Take the data below and copy exactly the lines starting at the one with "thumb ip: (275, 236)" and finishing at the one with "thumb cmc: (212, 258)", both included.

── Exercise input ──

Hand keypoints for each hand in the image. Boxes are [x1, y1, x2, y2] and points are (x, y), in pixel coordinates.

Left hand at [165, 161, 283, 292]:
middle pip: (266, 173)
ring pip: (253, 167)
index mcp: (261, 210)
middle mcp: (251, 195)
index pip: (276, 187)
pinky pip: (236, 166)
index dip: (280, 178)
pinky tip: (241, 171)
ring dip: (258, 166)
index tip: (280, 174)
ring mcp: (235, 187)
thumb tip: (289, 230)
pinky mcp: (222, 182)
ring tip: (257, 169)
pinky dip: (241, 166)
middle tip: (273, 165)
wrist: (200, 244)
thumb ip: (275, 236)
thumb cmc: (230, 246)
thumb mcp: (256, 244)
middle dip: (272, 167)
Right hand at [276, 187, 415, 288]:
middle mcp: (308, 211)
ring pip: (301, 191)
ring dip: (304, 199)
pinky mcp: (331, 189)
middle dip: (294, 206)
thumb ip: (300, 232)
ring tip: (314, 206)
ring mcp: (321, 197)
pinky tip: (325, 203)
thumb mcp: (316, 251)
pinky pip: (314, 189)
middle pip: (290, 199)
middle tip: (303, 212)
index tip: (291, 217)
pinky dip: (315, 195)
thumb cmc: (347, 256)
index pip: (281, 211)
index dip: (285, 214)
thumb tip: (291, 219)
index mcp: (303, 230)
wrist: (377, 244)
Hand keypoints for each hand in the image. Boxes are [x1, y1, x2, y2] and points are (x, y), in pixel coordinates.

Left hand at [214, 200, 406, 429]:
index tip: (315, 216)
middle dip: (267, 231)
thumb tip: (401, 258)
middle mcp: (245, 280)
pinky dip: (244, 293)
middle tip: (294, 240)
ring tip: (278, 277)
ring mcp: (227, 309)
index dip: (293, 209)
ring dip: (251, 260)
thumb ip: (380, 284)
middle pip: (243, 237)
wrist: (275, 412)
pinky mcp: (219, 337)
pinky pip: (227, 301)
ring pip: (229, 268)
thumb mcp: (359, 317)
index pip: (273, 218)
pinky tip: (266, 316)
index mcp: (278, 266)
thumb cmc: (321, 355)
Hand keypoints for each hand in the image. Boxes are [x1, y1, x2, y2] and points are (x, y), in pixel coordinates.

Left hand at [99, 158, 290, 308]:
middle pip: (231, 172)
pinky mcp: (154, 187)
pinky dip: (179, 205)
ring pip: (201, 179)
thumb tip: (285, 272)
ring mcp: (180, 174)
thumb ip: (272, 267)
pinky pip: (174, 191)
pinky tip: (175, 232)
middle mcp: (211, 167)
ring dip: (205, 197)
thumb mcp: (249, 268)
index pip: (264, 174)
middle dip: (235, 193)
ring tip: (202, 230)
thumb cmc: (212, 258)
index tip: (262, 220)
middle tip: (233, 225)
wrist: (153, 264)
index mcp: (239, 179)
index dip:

───
── Exercise input ──

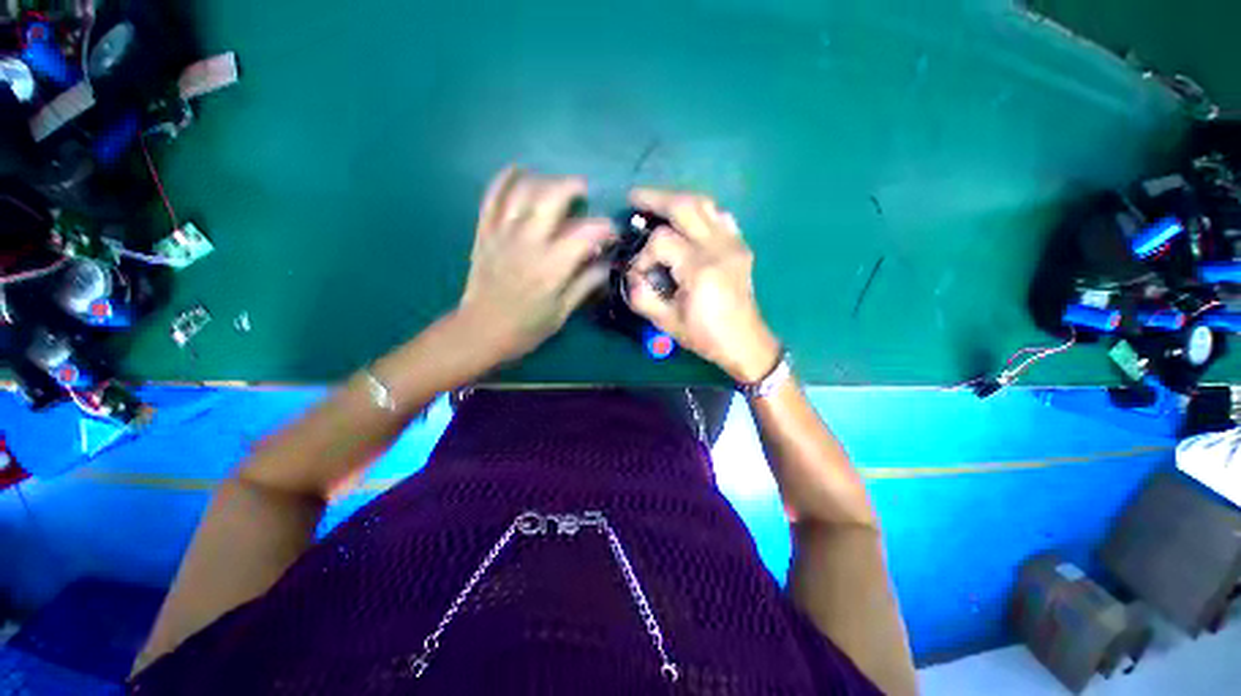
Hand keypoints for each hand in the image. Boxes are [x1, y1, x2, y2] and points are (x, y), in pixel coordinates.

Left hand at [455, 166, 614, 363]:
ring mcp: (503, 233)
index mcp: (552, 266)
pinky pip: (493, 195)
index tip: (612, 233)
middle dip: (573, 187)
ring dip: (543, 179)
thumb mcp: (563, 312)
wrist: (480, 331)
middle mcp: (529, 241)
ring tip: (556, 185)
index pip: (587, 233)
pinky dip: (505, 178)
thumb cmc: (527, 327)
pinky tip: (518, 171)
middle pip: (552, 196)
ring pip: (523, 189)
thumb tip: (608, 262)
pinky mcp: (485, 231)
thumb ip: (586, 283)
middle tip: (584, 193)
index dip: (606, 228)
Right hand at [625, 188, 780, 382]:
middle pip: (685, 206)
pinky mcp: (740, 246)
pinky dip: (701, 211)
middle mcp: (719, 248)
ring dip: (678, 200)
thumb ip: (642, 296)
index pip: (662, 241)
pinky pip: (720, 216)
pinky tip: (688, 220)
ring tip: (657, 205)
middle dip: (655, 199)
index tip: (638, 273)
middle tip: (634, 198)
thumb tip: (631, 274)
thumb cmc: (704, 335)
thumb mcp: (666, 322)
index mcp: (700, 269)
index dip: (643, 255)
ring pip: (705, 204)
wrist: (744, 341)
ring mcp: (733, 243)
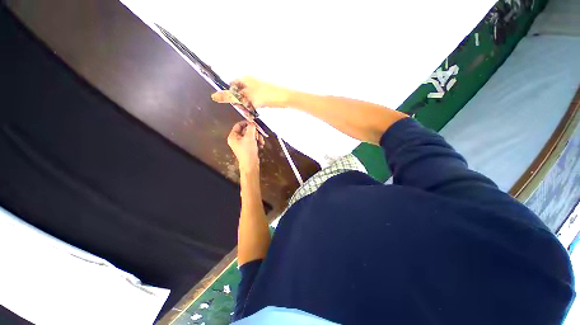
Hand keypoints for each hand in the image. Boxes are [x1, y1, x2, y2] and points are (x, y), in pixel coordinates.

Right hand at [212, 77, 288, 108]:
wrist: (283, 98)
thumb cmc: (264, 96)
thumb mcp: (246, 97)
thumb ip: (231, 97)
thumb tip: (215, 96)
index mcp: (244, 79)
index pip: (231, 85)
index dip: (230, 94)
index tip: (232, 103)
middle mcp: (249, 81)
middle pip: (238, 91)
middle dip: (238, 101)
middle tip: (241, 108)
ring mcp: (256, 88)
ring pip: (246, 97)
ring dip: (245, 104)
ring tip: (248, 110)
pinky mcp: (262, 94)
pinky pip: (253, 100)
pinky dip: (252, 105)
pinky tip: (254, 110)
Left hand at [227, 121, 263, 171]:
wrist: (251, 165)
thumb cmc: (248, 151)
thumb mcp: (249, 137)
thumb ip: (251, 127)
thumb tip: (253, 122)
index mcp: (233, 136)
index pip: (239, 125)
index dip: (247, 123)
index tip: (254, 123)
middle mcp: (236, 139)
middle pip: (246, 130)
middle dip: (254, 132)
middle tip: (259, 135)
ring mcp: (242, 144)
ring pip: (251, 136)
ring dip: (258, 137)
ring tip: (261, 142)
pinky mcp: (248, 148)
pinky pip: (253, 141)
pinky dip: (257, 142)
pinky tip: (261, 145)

───

**Result of this task**
thumb ip: (275, 236)
thumb cmc: (230, 246)
thumb mcp: (256, 244)
middle dip: (272, 167)
Right hand at [276, 187, 415, 288]:
middle mcp: (308, 211)
ring pip: (301, 191)
ring dip: (304, 199)
pinky mcp: (331, 189)
middle dip: (294, 206)
thumb ip: (300, 232)
ring tip: (314, 206)
ring mcp: (321, 197)
pinky tip: (325, 203)
thumb mcp: (316, 251)
pinky pip: (314, 189)
middle pip: (290, 199)
middle tip: (303, 212)
index tip: (291, 217)
pinky dip: (315, 195)
thumb cmc: (347, 256)
index pip: (281, 211)
index dip: (285, 214)
thumb tip: (291, 219)
index mcp: (303, 230)
wrist: (377, 244)
Hand keypoints for each hand in the image. Boxes are [x1, y1, x2, y2] and points are (x, y), in pixel coordinates.

Left hand at [214, 200, 406, 429]:
index tip: (315, 216)
middle dip: (267, 231)
thumb tip: (401, 258)
middle mcp: (245, 280)
pinky dip: (244, 293)
middle tip: (294, 240)
ring tip: (278, 277)
ring mcp: (227, 309)
index dip: (293, 209)
ring dip: (251, 260)
thumb ip: (380, 284)
middle pip: (243, 237)
wrist: (275, 412)
pinky mcp: (219, 337)
pinky pip: (227, 301)
ring pip: (229, 268)
thumb mcp: (359, 317)
index pip: (273, 218)
pinky tip: (266, 316)
index mcp: (278, 266)
thumb cmc: (321, 355)
Hand keypoints for each hand in the image. Boxes are [x1, y1, x2, y2] and points are (x, y), in pixel coordinates.

Left hand at [99, 158, 290, 308]:
middle pip: (231, 172)
pinky mcp: (154, 187)
pinky dip: (179, 205)
ring pip: (201, 179)
thumb tip: (285, 272)
ring mcp: (180, 174)
thumb ip: (272, 267)
pinky pip: (174, 191)
pinky tip: (175, 232)
middle mcp: (211, 167)
ring dip: (205, 197)
thumb mcp: (249, 268)
index pip: (264, 174)
middle dip: (235, 193)
ring tip: (202, 230)
thumb cmc: (212, 258)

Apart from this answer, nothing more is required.